On Feb. 22, 1980, a group of ragtag American hockey players shocked the Soviets in a game that transcended the boundaries of traditional sports. Thirty years later, the impact and importance of the “Miracle on Ice” still merits evaluation.
The Americans beat a Soviet team loaded with world-class talent. At the time, NHL players did not participate in the Olympics, so the Americans’ medal chances were left in the hands of a group of young, inexperienced collegiate players – captained by 25-year-old Mike Eruzione.
From a purely sports-oriented viewpoint, the United States’ 4-3 victory was stunning. Earlier that season the Soviet team beat the NHL all-Star team 6-0. Just before the start of the Olympics, the Soviets beat the U.S. 10-3 in an exhibition game at Madison Square Garden. The Red Army’s run of dominance leading up to the 1980 games was lengthy and thorough. The Soviets had won every gold medal with the exception of one since 1956.
Despite the pure thrill of a stunning upset, the impact of the “Miracle on Ice” was political not athletic.
The U.S. and the Soviet Union were caught in a Cold War stalemate that had been stewing for more than three decades – and tensions were rising between the two superpowers.
President Jimmy Carter was considering an eventual boycott of the 1980 Summer Olympics and the early 1980s were dubbed the “Second Cold War” because of the intensifying hostility between the two countries. The increasing power of the Soviet Army was also causing concerns in Washington. In Iran, a group of Americans was being held hostage.
Americans needed something to believe in, something to cheer for – someone to believe in. The U.S. victory over the Soviet Union gave Americans exactly what they needed.
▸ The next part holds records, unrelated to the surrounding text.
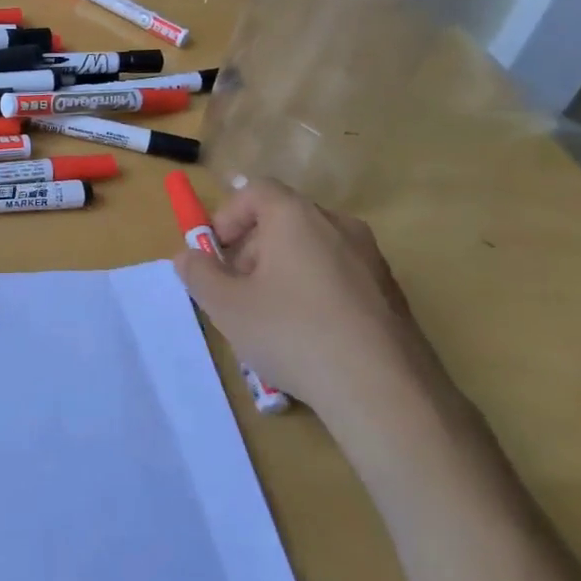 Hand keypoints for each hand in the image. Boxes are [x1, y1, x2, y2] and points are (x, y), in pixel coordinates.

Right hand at [173, 181, 447, 443]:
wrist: (385, 391)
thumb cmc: (293, 333)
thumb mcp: (226, 306)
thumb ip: (199, 274)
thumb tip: (189, 256)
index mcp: (297, 217)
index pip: (256, 190)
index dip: (228, 216)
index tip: (215, 254)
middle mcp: (338, 225)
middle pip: (284, 219)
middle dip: (252, 248)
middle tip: (237, 291)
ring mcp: (372, 259)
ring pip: (313, 250)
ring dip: (283, 272)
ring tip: (272, 320)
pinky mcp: (392, 293)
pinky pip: (341, 277)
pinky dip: (316, 292)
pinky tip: (310, 339) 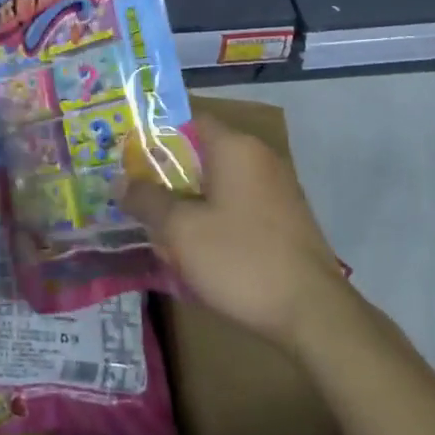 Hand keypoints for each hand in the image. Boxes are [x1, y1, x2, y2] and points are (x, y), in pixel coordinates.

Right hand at [116, 112, 347, 352]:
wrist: (314, 315)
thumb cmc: (240, 259)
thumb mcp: (180, 229)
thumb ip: (147, 199)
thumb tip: (120, 181)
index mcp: (235, 147)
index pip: (189, 120)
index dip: (156, 134)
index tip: (129, 155)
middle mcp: (260, 158)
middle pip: (202, 153)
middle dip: (168, 174)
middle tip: (136, 195)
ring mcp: (278, 190)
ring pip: (220, 184)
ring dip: (190, 201)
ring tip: (159, 229)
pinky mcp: (286, 221)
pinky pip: (239, 207)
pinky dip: (215, 219)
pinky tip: (196, 250)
Tensions in our world remain high today. And while two world superpowers don’t appear to be a button’s push away from calamity, the Olympics again have the entire world on the same stage.
It is, however, naïve to believe that total good will reigns at the Olympics. The Iranian team has not competed head-to-head against Israel in more than 30 years. When the chance for head-to-head competition arises, something always seems to come up.
At the 2004 games, Iranian Arash Miresmaeil showed up overweight for his weigh-in against an Israeli judo competitor. In 2008, swimmer Mohammad Alirezaei called in sick when he was supposed to race against Israeli Tom Beeri. And while there is no way to prove these acts were intentional, the implications are huge.
The Olympics do not create world peace. The Olympics do not make neighbor love neighbor. The Olympics do, however, present an opportunity for us to recognize our humanity. Every two years, the world gathers together and for a few short weeks compete as humans – and equals.
The “Miracle on Ice” did not end the Cold War; it didn’t even improve relations between the giants. But 30 years later, the story still reminds us two countries in conflict can compete on the same stage – a reminder of our humanity and the interconnectedness of this place we call home.